EXERCISE DIRECTIONS: Find every line below that contains the word "Exchange" and copy it out.

----------

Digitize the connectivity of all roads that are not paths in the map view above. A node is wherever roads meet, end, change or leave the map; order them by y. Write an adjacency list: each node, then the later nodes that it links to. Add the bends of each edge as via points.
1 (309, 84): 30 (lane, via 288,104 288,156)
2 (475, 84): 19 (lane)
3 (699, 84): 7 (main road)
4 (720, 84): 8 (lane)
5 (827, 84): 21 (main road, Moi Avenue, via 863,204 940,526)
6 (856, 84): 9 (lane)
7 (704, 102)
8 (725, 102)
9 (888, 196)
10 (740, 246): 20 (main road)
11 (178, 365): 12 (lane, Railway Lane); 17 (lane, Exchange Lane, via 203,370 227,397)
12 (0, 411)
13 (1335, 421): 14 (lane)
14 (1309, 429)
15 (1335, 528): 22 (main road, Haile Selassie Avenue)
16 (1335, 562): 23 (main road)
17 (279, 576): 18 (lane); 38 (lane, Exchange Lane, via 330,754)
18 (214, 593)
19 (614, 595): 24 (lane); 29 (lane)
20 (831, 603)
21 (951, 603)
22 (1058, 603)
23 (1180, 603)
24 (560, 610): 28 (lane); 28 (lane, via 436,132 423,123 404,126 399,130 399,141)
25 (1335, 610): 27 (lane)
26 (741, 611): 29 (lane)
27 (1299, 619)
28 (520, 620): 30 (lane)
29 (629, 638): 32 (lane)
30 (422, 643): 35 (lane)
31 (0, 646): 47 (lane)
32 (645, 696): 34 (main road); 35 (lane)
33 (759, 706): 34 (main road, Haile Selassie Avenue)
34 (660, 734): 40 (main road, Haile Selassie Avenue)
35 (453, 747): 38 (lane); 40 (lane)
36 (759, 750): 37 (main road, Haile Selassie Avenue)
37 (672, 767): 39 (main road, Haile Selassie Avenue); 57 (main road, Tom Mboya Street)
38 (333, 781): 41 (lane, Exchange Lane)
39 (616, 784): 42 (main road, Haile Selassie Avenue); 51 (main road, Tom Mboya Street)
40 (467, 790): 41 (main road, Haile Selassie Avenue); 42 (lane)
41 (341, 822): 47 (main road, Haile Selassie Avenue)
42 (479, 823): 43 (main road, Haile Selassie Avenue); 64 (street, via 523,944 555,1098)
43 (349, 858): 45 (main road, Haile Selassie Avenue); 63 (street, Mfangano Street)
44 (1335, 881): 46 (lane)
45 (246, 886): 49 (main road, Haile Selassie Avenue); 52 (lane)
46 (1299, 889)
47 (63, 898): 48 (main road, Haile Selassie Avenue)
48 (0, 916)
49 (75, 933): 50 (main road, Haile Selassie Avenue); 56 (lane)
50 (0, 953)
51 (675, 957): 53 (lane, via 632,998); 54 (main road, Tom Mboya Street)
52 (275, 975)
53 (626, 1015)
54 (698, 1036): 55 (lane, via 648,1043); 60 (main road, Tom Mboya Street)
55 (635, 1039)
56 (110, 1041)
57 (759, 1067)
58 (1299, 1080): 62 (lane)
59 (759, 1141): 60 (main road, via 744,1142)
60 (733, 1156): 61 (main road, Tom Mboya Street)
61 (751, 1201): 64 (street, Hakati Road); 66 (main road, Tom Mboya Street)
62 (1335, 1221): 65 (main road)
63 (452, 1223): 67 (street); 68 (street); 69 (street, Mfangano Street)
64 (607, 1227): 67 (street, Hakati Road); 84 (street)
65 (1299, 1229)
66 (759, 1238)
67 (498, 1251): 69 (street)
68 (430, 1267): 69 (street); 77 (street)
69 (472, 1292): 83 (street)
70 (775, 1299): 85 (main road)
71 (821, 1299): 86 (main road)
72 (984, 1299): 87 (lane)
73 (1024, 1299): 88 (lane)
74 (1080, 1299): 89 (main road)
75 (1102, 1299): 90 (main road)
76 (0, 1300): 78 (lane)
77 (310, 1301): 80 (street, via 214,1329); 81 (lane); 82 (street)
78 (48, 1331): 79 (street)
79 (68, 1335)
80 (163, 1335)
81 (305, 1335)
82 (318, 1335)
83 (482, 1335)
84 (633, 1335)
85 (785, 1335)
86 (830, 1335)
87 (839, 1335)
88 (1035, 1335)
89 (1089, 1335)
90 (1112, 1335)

----------

EXERCISE RESULT:
11 (178, 365): 12 (lane, Railway Lane); 17 (lane, Exchange Lane, via 203,370 227,397)
17 (279, 576): 18 (lane); 38 (lane, Exchange Lane, via 330,754)
38 (333, 781): 41 (lane, Exchange Lane)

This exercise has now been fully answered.